### Listed entries
********
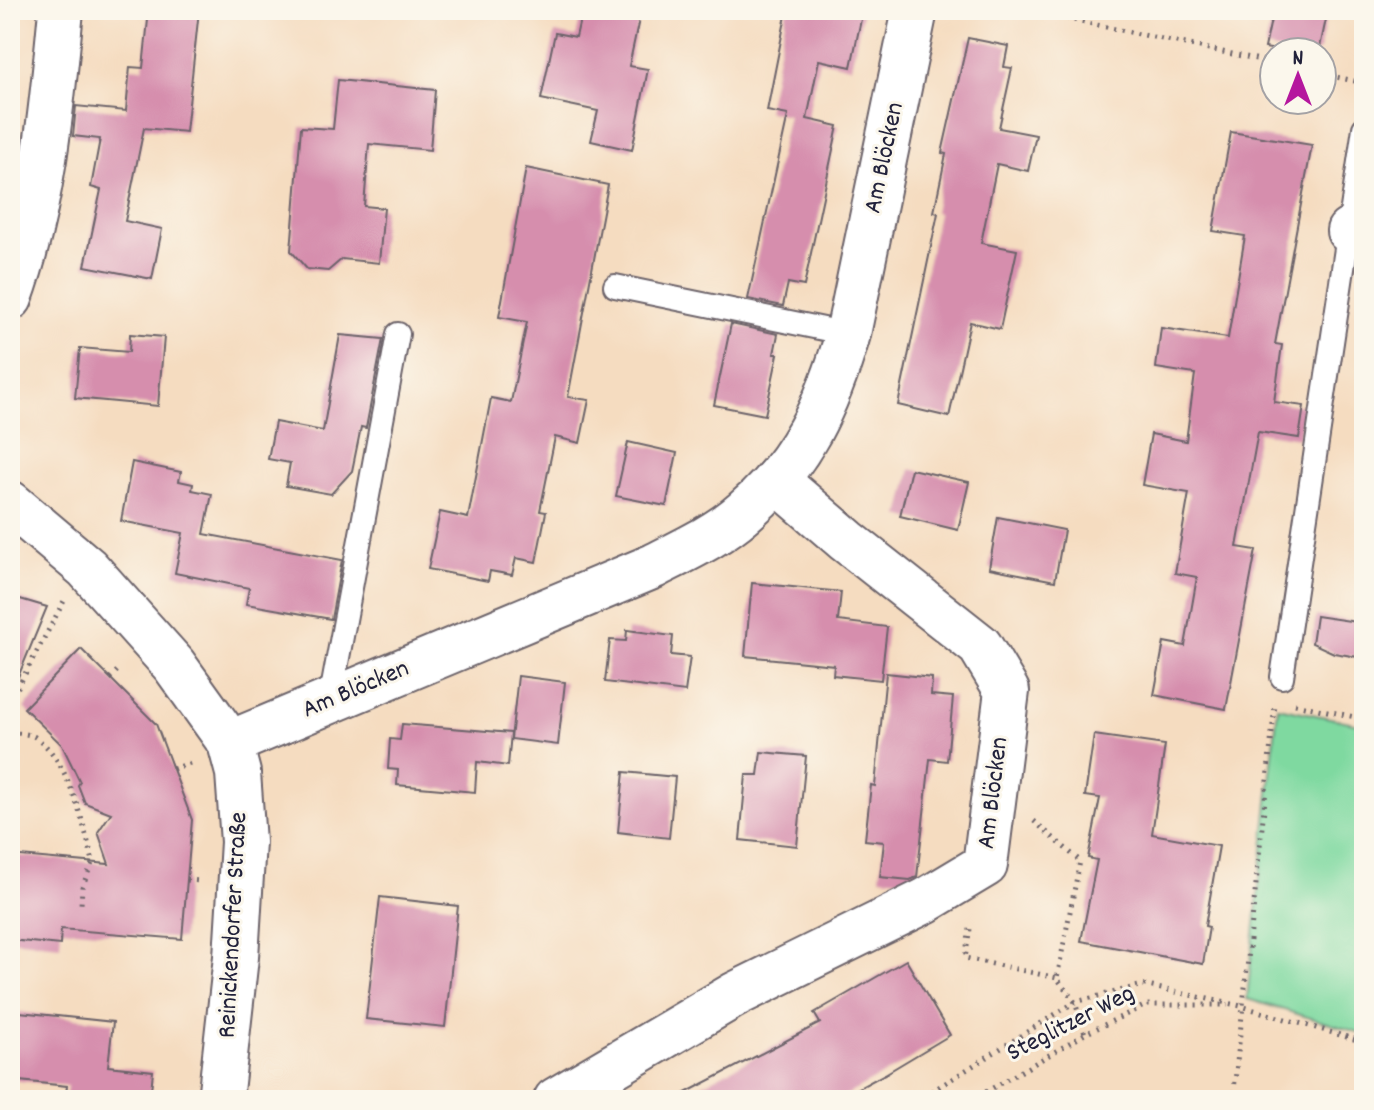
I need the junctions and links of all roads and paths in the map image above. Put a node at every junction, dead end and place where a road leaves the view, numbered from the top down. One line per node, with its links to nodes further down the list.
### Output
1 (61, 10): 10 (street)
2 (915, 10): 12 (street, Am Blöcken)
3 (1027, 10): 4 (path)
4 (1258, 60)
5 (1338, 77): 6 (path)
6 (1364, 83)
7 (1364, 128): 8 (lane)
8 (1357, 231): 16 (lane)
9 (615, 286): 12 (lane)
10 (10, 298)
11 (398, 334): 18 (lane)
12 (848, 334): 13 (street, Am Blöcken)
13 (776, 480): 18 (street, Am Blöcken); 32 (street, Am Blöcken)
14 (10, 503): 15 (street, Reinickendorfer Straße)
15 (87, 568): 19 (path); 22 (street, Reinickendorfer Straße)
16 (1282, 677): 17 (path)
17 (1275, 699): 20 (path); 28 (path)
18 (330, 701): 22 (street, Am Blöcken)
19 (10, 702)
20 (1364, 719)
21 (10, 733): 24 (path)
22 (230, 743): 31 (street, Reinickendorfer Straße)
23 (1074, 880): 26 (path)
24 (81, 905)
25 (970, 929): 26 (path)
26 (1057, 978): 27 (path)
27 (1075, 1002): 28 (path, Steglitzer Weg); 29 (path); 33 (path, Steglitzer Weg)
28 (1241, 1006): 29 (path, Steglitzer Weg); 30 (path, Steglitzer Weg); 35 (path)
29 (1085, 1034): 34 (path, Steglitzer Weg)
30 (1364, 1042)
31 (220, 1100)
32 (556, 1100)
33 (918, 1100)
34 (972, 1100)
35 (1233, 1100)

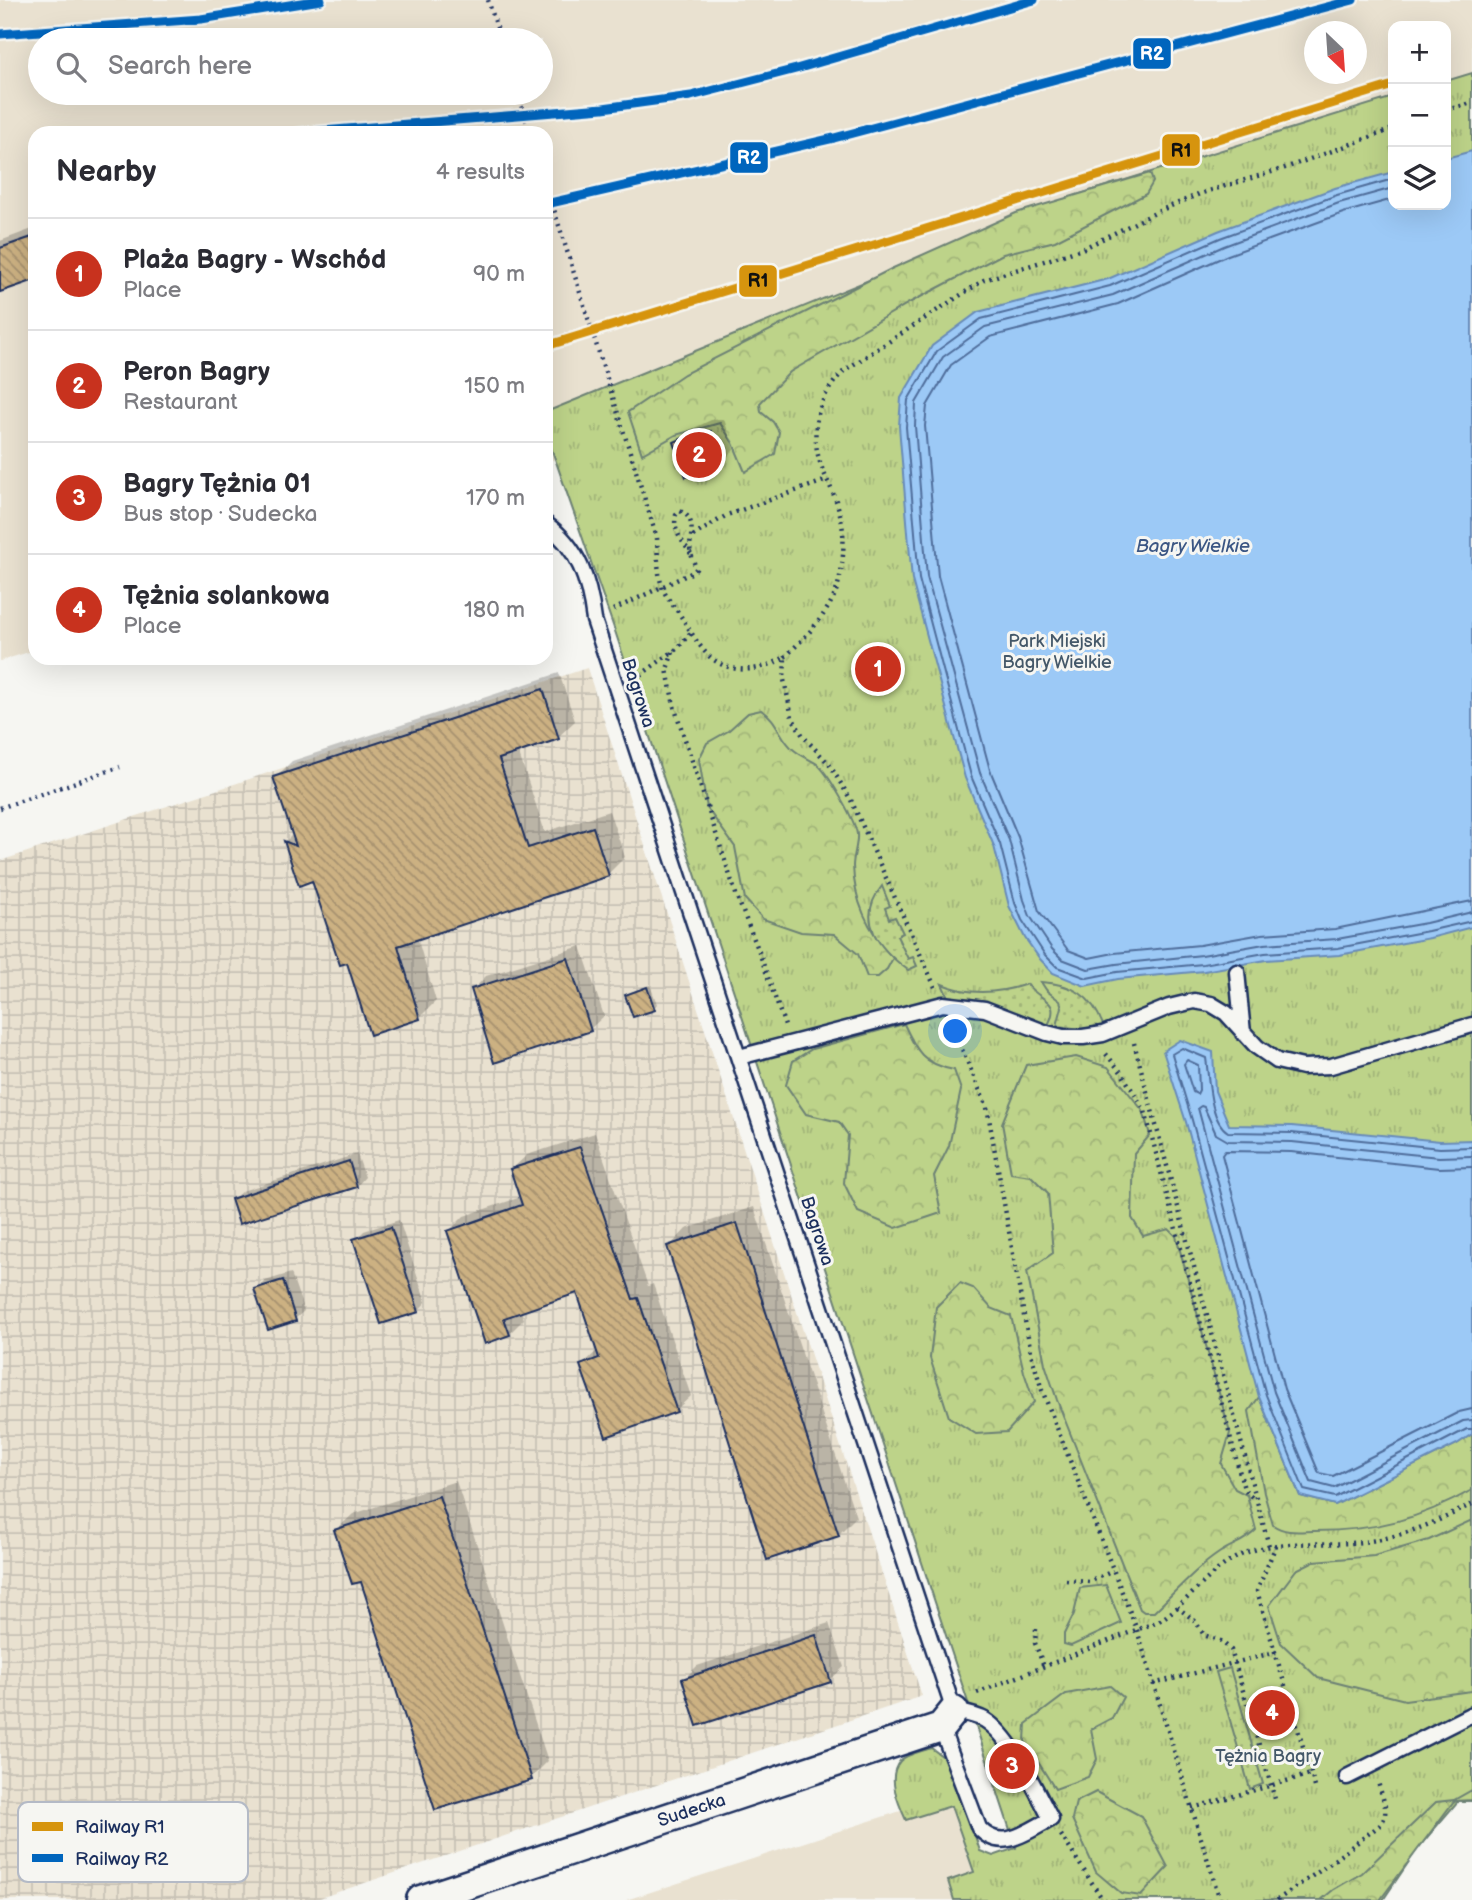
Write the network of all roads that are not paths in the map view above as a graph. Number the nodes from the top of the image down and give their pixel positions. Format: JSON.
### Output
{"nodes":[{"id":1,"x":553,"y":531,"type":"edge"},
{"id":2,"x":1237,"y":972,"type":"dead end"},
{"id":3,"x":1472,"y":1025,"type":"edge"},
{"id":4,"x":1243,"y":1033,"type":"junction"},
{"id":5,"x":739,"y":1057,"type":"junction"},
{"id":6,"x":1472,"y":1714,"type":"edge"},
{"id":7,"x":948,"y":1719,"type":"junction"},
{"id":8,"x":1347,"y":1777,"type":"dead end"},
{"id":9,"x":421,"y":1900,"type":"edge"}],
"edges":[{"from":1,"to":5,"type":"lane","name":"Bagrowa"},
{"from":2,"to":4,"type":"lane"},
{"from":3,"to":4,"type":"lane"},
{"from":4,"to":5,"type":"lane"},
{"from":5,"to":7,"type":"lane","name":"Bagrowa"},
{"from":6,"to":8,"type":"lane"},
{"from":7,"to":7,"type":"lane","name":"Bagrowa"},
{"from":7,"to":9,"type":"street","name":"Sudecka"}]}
********
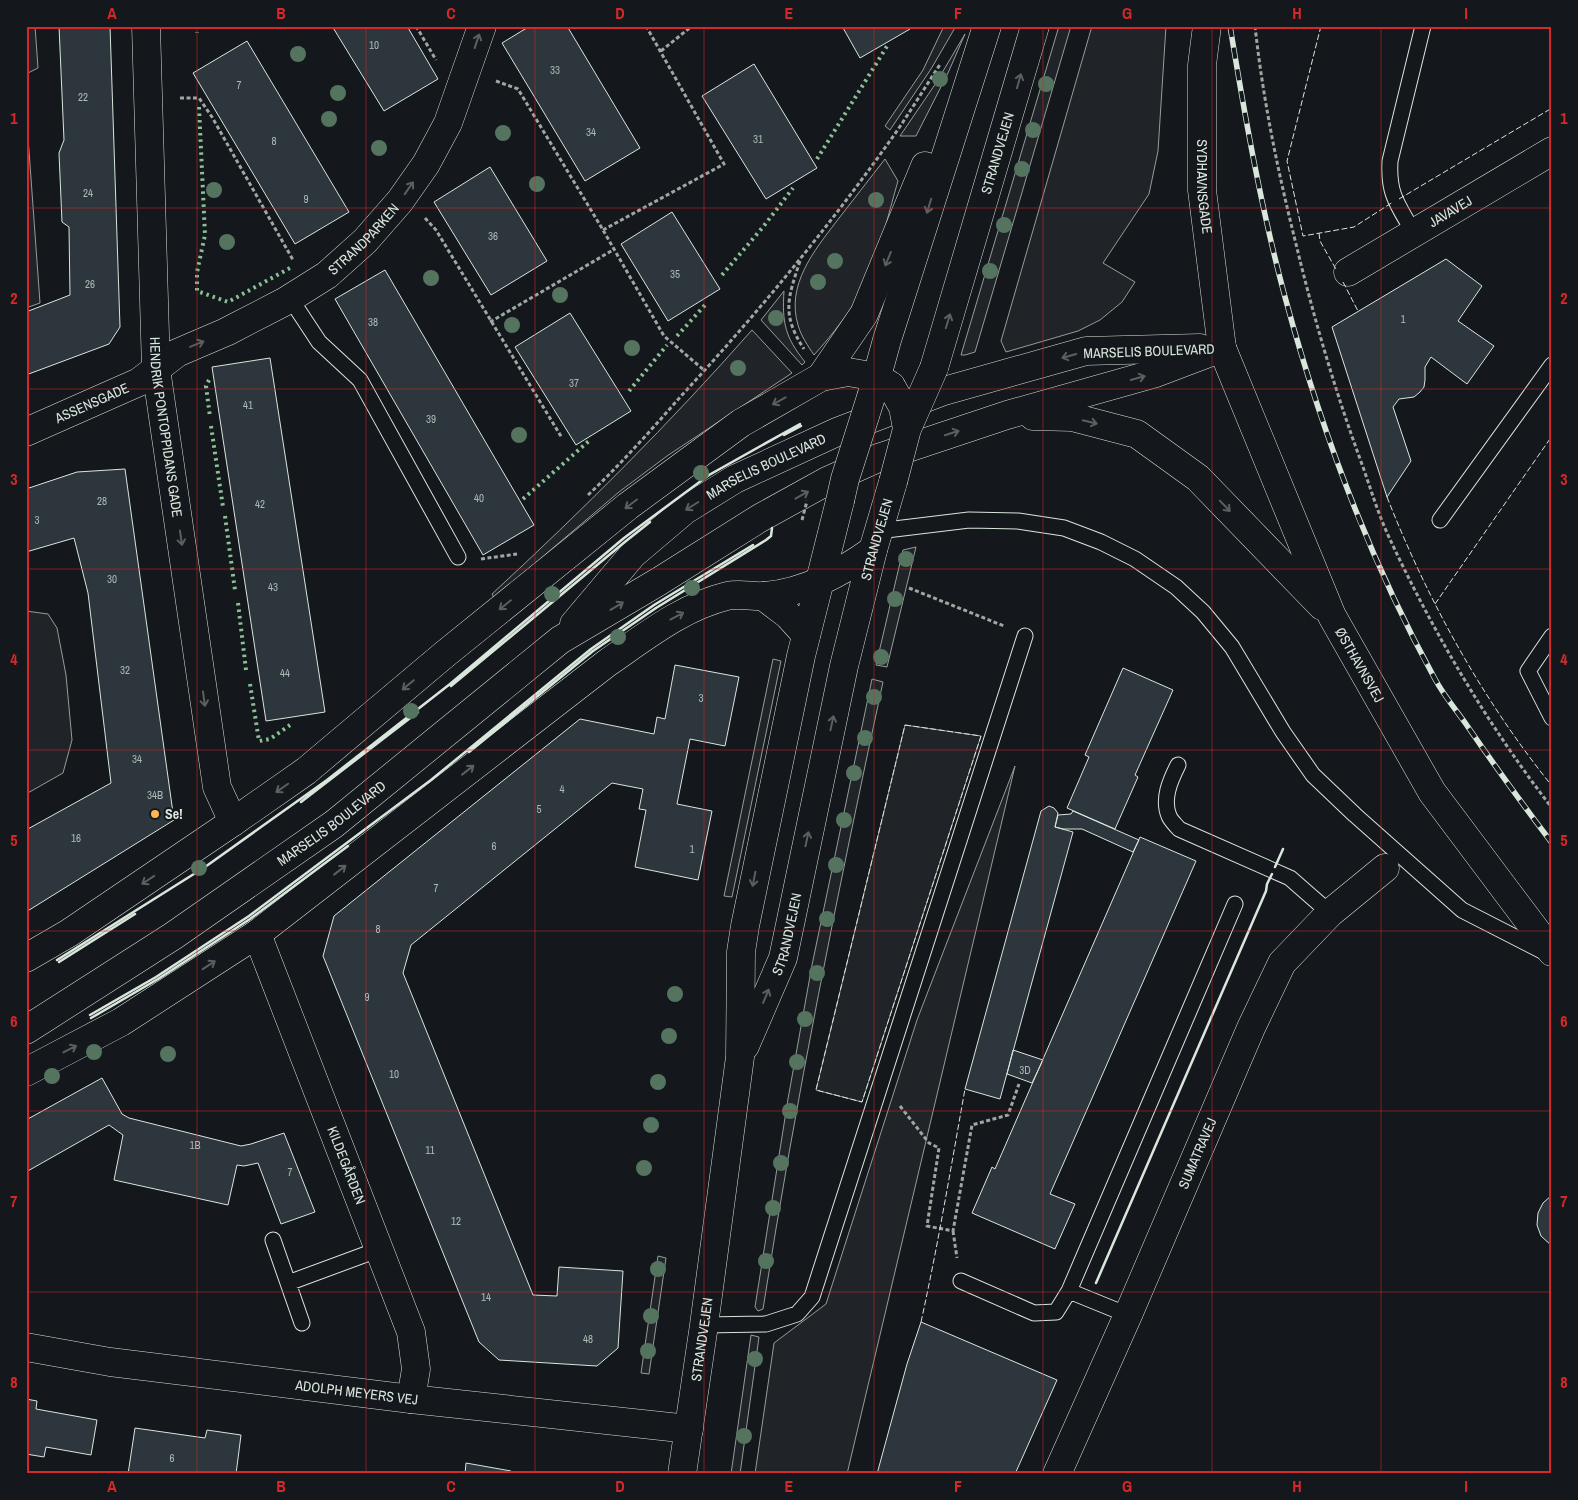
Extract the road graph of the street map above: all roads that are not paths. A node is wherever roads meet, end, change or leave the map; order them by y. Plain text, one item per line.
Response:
********
### Exercise directions
In these entries, please give the number of lines holding the string "paths" and nothing more.

### Result for this exercise
3